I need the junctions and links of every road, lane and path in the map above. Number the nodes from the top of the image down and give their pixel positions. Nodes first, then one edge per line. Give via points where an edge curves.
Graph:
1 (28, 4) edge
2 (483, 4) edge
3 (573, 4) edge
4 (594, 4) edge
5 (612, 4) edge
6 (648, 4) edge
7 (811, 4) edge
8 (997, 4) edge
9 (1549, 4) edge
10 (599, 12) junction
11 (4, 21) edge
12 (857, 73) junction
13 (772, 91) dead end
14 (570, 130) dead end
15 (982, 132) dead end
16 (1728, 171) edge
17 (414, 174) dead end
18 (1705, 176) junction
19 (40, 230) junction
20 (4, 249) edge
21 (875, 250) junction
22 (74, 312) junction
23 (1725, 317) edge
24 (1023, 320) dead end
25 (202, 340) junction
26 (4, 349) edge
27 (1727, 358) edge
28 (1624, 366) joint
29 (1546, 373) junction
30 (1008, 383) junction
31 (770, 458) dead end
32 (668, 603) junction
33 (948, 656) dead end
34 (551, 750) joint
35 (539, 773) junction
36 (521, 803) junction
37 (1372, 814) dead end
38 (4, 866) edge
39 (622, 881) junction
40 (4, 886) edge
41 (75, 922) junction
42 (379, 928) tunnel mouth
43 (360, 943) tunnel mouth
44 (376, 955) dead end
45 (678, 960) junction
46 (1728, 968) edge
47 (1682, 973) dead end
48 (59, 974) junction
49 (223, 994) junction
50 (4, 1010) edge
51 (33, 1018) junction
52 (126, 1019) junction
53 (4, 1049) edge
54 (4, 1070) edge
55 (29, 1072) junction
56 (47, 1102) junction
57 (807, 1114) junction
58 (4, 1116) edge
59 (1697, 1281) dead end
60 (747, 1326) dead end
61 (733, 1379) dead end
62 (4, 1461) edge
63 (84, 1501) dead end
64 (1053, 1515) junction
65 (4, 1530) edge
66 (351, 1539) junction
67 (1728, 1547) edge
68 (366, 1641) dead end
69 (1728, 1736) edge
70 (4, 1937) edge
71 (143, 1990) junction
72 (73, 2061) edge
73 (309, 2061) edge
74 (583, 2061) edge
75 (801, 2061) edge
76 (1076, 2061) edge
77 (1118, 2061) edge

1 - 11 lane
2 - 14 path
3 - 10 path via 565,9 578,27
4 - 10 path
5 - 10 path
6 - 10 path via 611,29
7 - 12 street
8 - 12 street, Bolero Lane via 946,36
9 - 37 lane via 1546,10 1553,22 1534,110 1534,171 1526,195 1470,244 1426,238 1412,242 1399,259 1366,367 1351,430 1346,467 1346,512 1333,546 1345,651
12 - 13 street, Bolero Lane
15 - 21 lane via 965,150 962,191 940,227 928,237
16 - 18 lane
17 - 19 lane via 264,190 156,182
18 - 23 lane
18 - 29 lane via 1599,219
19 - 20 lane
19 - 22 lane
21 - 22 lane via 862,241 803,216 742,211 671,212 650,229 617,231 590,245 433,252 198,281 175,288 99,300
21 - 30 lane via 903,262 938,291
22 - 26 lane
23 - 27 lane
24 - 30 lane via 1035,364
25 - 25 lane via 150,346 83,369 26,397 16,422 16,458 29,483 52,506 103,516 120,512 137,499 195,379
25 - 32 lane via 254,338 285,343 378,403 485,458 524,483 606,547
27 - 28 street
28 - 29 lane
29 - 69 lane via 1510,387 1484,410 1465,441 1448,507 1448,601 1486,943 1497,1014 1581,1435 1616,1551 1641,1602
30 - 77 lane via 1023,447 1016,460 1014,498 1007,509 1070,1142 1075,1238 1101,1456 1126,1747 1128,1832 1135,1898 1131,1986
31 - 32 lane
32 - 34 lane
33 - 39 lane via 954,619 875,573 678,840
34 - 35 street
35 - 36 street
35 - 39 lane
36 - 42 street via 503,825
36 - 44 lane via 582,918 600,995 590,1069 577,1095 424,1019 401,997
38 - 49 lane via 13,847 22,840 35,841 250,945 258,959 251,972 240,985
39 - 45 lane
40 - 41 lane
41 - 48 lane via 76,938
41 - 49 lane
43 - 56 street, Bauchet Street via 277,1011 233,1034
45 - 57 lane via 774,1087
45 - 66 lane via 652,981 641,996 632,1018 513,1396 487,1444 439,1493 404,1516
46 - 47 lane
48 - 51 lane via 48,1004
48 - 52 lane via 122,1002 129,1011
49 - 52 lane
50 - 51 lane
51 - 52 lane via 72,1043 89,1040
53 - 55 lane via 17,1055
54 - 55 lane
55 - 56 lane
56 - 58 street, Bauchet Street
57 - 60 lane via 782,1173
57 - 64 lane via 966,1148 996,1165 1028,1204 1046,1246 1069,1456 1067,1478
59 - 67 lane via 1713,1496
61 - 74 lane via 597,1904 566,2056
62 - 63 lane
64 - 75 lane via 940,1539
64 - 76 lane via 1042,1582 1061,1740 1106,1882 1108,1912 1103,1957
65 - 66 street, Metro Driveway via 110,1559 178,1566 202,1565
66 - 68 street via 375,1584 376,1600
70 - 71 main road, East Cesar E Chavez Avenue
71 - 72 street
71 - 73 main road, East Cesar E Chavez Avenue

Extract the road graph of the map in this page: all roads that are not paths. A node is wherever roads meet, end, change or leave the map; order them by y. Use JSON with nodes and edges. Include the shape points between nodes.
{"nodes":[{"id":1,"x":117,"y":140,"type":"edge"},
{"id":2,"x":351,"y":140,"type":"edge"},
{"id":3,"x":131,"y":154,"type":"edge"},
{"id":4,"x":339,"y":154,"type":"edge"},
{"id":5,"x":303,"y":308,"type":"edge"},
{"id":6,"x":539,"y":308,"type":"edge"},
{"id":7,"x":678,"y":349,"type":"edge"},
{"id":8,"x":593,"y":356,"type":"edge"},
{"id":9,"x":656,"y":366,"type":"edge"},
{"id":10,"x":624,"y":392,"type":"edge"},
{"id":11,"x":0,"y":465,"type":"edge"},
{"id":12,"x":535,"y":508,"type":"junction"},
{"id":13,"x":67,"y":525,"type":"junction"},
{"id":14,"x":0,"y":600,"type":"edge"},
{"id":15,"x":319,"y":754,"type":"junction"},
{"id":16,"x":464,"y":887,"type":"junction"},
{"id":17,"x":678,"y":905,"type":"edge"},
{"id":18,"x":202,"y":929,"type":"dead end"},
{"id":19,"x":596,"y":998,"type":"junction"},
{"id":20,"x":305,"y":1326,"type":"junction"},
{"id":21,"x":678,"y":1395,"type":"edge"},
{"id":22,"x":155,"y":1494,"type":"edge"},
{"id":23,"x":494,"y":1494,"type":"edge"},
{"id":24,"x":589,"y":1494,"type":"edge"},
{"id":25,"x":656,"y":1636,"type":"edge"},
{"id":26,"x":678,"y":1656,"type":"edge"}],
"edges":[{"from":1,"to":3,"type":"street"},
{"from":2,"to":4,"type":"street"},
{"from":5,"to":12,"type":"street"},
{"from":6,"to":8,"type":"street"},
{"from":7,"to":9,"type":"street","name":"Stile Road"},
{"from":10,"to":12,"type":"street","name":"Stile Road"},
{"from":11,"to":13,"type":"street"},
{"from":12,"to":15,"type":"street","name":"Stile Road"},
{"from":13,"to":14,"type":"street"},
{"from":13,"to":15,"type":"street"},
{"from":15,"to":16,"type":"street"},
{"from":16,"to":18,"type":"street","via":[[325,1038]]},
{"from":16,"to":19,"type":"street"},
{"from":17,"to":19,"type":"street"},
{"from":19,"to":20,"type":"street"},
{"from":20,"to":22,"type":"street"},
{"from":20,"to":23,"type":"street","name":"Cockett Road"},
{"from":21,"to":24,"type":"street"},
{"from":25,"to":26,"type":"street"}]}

########################################

Required action
From the listing above, extract all records word for word.

Solution to this problem
I need the junctions and links of every road, lane and path in the map above. Number the nodes from the top of the image down and give their pixel positions. Nodes first, then one edge per line. Give via points where an edge curves.
Graph:
1 (28, 4) edge
2 (483, 4) edge
3 (573, 4) edge
4 (594, 4) edge
5 (612, 4) edge
6 (648, 4) edge
7 (811, 4) edge
8 (997, 4) edge
9 (1549, 4) edge
10 (599, 12) junction
11 (4, 21) edge
12 (857, 73) junction
13 (772, 91) dead end
14 (570, 130) dead end
15 (982, 132) dead end
16 (1728, 171) edge
17 (414, 174) dead end
18 (1705, 176) junction
19 (40, 230) junction
20 (4, 249) edge
21 (875, 250) junction
22 (74, 312) junction
23 (1725, 317) edge
24 (1023, 320) dead end
25 (202, 340) junction
26 (4, 349) edge
27 (1727, 358) edge
28 (1624, 366) joint
29 (1546, 373) junction
30 (1008, 383) junction
31 (770, 458) dead end
32 (668, 603) junction
33 (948, 656) dead end
34 (551, 750) joint
35 (539, 773) junction
36 (521, 803) junction
37 (1372, 814) dead end
38 (4, 866) edge
39 (622, 881) junction
40 (4, 886) edge
41 (75, 922) junction
42 (379, 928) tunnel mouth
43 (360, 943) tunnel mouth
44 (376, 955) dead end
45 (678, 960) junction
46 (1728, 968) edge
47 (1682, 973) dead end
48 (59, 974) junction
49 (223, 994) junction
50 (4, 1010) edge
51 (33, 1018) junction
52 (126, 1019) junction
53 (4, 1049) edge
54 (4, 1070) edge
55 (29, 1072) junction
56 (47, 1102) junction
57 (807, 1114) junction
58 (4, 1116) edge
59 (1697, 1281) dead end
60 (747, 1326) dead end
61 (733, 1379) dead end
62 (4, 1461) edge
63 (84, 1501) dead end
64 (1053, 1515) junction
65 (4, 1530) edge
66 (351, 1539) junction
67 (1728, 1547) edge
68 (366, 1641) dead end
69 (1728, 1736) edge
70 (4, 1937) edge
71 (143, 1990) junction
72 (73, 2061) edge
73 (309, 2061) edge
74 (583, 2061) edge
75 (801, 2061) edge
76 (1076, 2061) edge
77 (1118, 2061) edge

1 - 11 lane
2 - 14 path
3 - 10 path via 565,9 578,27
4 - 10 path
5 - 10 path
6 - 10 path via 611,29
7 - 12 street
8 - 12 street, Bolero Lane via 946,36
9 - 37 lane via 1546,10 1553,22 1534,110 1534,171 1526,195 1470,244 1426,238 1412,242 1399,259 1366,367 1351,430 1346,467 1346,512 1333,546 1345,651
12 - 13 street, Bolero Lane
15 - 21 lane via 965,150 962,191 940,227 928,237
16 - 18 lane
17 - 19 lane via 264,190 156,182
18 - 23 lane
18 - 29 lane via 1599,219
19 - 20 lane
19 - 22 lane
21 - 22 lane via 862,241 803,216 742,211 671,212 650,229 617,231 590,245 433,252 198,281 175,288 99,300
21 - 30 lane via 903,262 938,291
22 - 26 lane
23 - 27 lane
24 - 30 lane via 1035,364
25 - 25 lane via 150,346 83,369 26,397 16,422 16,458 29,483 52,506 103,516 120,512 137,499 195,379
25 - 32 lane via 254,338 285,343 378,403 485,458 524,483 606,547
27 - 28 street
28 - 29 lane
29 - 69 lane via 1510,387 1484,410 1465,441 1448,507 1448,601 1486,943 1497,1014 1581,1435 1616,1551 1641,1602
30 - 77 lane via 1023,447 1016,460 1014,498 1007,509 1070,1142 1075,1238 1101,1456 1126,1747 1128,1832 1135,1898 1131,1986
31 - 32 lane
32 - 34 lane
33 - 39 lane via 954,619 875,573 678,840
34 - 35 street
35 - 36 street
35 - 39 lane
36 - 42 street via 503,825
36 - 44 lane via 582,918 600,995 590,1069 577,1095 424,1019 401,997
38 - 49 lane via 13,847 22,840 35,841 250,945 258,959 251,972 240,985
39 - 45 lane
40 - 41 lane
41 - 48 lane via 76,938
41 - 49 lane
43 - 56 street, Bauchet Street via 277,1011 233,1034
45 - 57 lane via 774,1087
45 - 66 lane via 652,981 641,996 632,1018 513,1396 487,1444 439,1493 404,1516
46 - 47 lane
48 - 51 lane via 48,1004
48 - 52 lane via 122,1002 129,1011
49 - 52 lane
50 - 51 lane
51 - 52 lane via 72,1043 89,1040
53 - 55 lane via 17,1055
54 - 55 lane
55 - 56 lane
56 - 58 street, Bauchet Street
57 - 60 lane via 782,1173
57 - 64 lane via 966,1148 996,1165 1028,1204 1046,1246 1069,1456 1067,1478
59 - 67 lane via 1713,1496
61 - 74 lane via 597,1904 566,2056
62 - 63 lane
64 - 75 lane via 940,1539
64 - 76 lane via 1042,1582 1061,1740 1106,1882 1108,1912 1103,1957
65 - 66 street, Metro Driveway via 110,1559 178,1566 202,1565
66 - 68 street via 375,1584 376,1600
70 - 71 main road, East Cesar E Chavez Avenue
71 - 72 street
71 - 73 main road, East Cesar E Chavez Avenue

Extract the road graph of the map in this page: all roads that are not paths. A node is wherever roads meet, end, change or leave the map; order them by y. Use JSON with nodes and edges. Include the shape points between nodes.
{"nodes":[{"id":1,"x":117,"y":140,"type":"edge"},
{"id":2,"x":351,"y":140,"type":"edge"},
{"id":3,"x":131,"y":154,"type":"edge"},
{"id":4,"x":339,"y":154,"type":"edge"},
{"id":5,"x":303,"y":308,"type":"edge"},
{"id":6,"x":539,"y":308,"type":"edge"},
{"id":7,"x":678,"y":349,"type":"edge"},
{"id":8,"x":593,"y":356,"type":"edge"},
{"id":9,"x":656,"y":366,"type":"edge"},
{"id":10,"x":624,"y":392,"type":"edge"},
{"id":11,"x":0,"y":465,"type":"edge"},
{"id":12,"x":535,"y":508,"type":"junction"},
{"id":13,"x":67,"y":525,"type":"junction"},
{"id":14,"x":0,"y":600,"type":"edge"},
{"id":15,"x":319,"y":754,"type":"junction"},
{"id":16,"x":464,"y":887,"type":"junction"},
{"id":17,"x":678,"y":905,"type":"edge"},
{"id":18,"x":202,"y":929,"type":"dead end"},
{"id":19,"x":596,"y":998,"type":"junction"},
{"id":20,"x":305,"y":1326,"type":"junction"},
{"id":21,"x":678,"y":1395,"type":"edge"},
{"id":22,"x":155,"y":1494,"type":"edge"},
{"id":23,"x":494,"y":1494,"type":"edge"},
{"id":24,"x":589,"y":1494,"type":"edge"},
{"id":25,"x":656,"y":1636,"type":"edge"},
{"id":26,"x":678,"y":1656,"type":"edge"}],
"edges":[{"from":1,"to":3,"type":"street"},
{"from":2,"to":4,"type":"street"},
{"from":5,"to":12,"type":"street"},
{"from":6,"to":8,"type":"street"},
{"from":7,"to":9,"type":"street","name":"Stile Road"},
{"from":10,"to":12,"type":"street","name":"Stile Road"},
{"from":11,"to":13,"type":"street"},
{"from":12,"to":15,"type":"street","name":"Stile Road"},
{"from":13,"to":14,"type":"street"},
{"from":13,"to":15,"type":"street"},
{"from":15,"to":16,"type":"street"},
{"from":16,"to":18,"type":"street","via":[[325,1038]]},
{"from":16,"to":19,"type":"street"},
{"from":17,"to":19,"type":"street"},
{"from":19,"to":20,"type":"street"},
{"from":20,"to":22,"type":"street"},
{"from":20,"to":23,"type":"street","name":"Cockett Road"},
{"from":21,"to":24,"type":"street"},
{"from":25,"to":26,"type":"street"}]}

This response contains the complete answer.